### Exercise:
Write out the entries once more, exactly as they appear.

Source records
# # # # #
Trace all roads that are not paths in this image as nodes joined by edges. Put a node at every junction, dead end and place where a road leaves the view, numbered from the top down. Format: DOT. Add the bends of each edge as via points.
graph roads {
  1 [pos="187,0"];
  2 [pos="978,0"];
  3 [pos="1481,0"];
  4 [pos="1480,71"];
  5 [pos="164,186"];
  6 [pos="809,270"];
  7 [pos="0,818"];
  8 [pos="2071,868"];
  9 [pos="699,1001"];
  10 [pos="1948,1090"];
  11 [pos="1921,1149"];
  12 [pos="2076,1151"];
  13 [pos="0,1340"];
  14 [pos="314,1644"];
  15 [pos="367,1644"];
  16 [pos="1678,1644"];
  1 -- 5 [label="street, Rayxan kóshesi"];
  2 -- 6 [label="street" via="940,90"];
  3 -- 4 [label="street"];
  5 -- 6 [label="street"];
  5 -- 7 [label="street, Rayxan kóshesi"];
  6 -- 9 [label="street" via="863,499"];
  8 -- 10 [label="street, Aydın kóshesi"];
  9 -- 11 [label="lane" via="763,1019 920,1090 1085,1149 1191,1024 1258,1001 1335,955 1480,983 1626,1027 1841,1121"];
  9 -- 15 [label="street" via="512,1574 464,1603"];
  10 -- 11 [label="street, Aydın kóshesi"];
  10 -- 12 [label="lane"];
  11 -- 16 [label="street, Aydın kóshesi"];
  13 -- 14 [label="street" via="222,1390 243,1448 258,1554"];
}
# # # # #
### Result:
Trace all roads that are not paths in this image as nodes joined by edges. Put a node at every junction, dead end and place where a road leaves the view, numbered from the top down. Format: DOT. Add the bends of each edge as via points.
graph roads {
  1 [pos="187,0"];
  2 [pos="978,0"];
  3 [pos="1481,0"];
  4 [pos="1480,71"];
  5 [pos="164,186"];
  6 [pos="809,270"];
  7 [pos="0,818"];
  8 [pos="2071,868"];
  9 [pos="699,1001"];
  10 [pos="1948,1090"];
  11 [pos="1921,1149"];
  12 [pos="2076,1151"];
  13 [pos="0,1340"];
  14 [pos="314,1644"];
  15 [pos="367,1644"];
  16 [pos="1678,1644"];
  1 -- 5 [label="street, Rayxan kóshesi"];
  2 -- 6 [label="street" via="940,90"];
  3 -- 4 [label="street"];
  5 -- 6 [label="street"];
  5 -- 7 [label="street, Rayxan kóshesi"];
  6 -- 9 [label="street" via="863,499"];
  8 -- 10 [label="street, Aydın kóshesi"];
  9 -- 11 [label="lane" via="763,1019 920,1090 1085,1149 1191,1024 1258,1001 1335,955 1480,983 1626,1027 1841,1121"];
  9 -- 15 [label="street" via="512,1574 464,1603"];
  10 -- 11 [label="street, Aydın kóshesi"];
  10 -- 12 [label="lane"];
  11 -- 16 [label="street, Aydın kóshesi"];
  13 -- 14 [label="street" via="222,1390 243,1448 258,1554"];
}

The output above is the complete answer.